If there’s one thing that can kill a film dead before it even begins, it’s an opening credits sequence in which still images of everything you’re about to watch are laid out before your eyes; and it happens far more often than you’d think, most recently with the fourth Mission: Impossible movie. It’s a horrible technique that’s never made any sense and therefore makes even less sense to a low budget horror drama masked in mystique.

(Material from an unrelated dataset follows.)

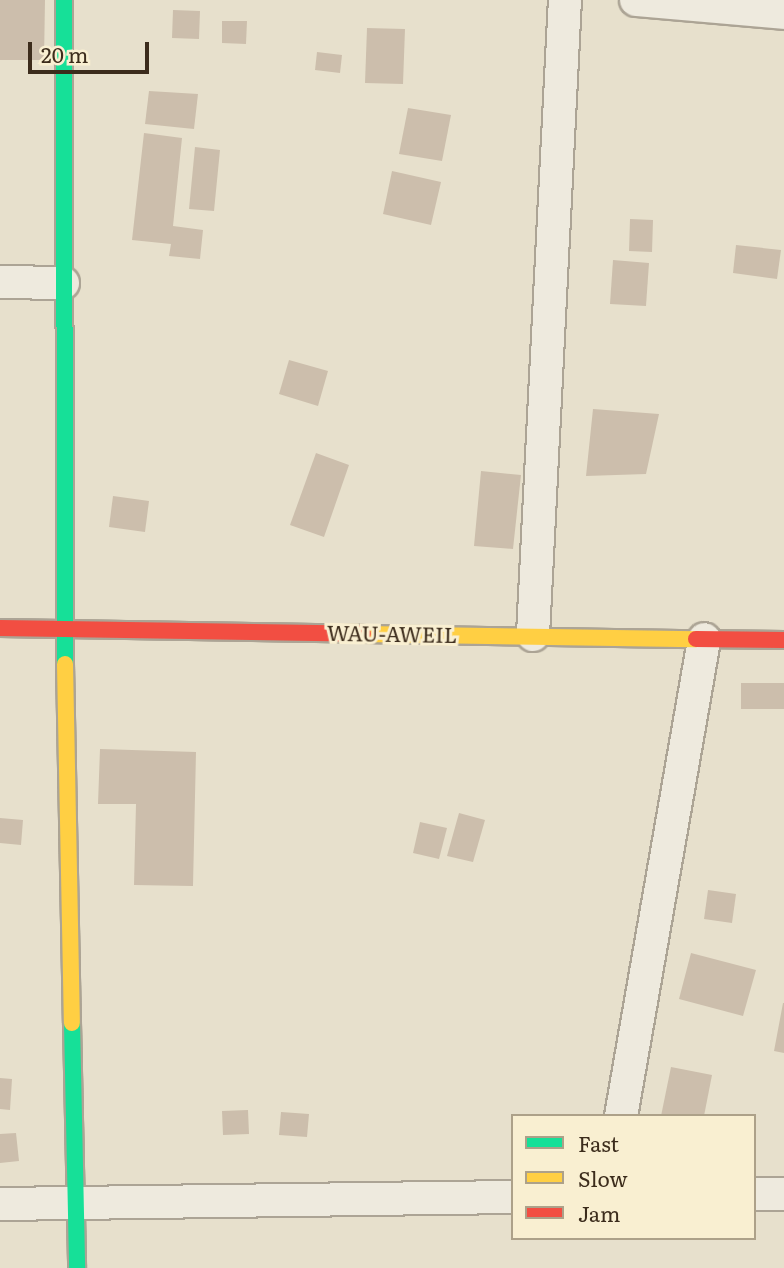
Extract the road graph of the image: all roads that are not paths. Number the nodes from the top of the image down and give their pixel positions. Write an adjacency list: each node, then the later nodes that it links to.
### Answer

The plot is pretty familiar – a young couple go away together only to fall foul of…something – but it’s exactly what the threat is and how it’s unveiled to both us and them that define the film. Whilst the tension-building is superbly handled (if a little slow) and the threatening shadow looming large is rather effectively done, it’s the reveal that falls somewhat flat, the reasoning and logic behind it that leaves you scratching your head and wondering quite what the point of the entire film actually was.
The poor state of affairs isn’t helped by Iain De Caestecker in the lead. De Caestecker is simply a drip of an actor, a blubbering saliva bubble of an actor known mostly for playing the gibbering comic relief on TV’s Agents Of S.H.I.E.L.D. (something that takes about ten minutes to place him in in your head); while Eden Lake ran with a similar tone and had Michael Fassbender to elevate it above its station, this fares so much worse in the inept hands of De Caestecker, who is so intensely unlikeable as a supposedly endearing lead that it’s hard not to root for him to suffer a grisly end. Whilst Beautiful Creatures’ Alice Englert fares a lot better, it’s hard not wonder if she simply comes off that way next to her rather shoddy co-star.
The first half of the movie is definitely its highlight however; and, as pointed out, does succeed in building up the tension nicely. It’s the lack of a satisfactory follow-through though that ultimately makes it all bark and no bite, at best a competently shot bark at that. That the film has a writer, story and story consultant credit to its name is frankly mystifying; and, worryingly, something of more substantial interest than the finished film itself.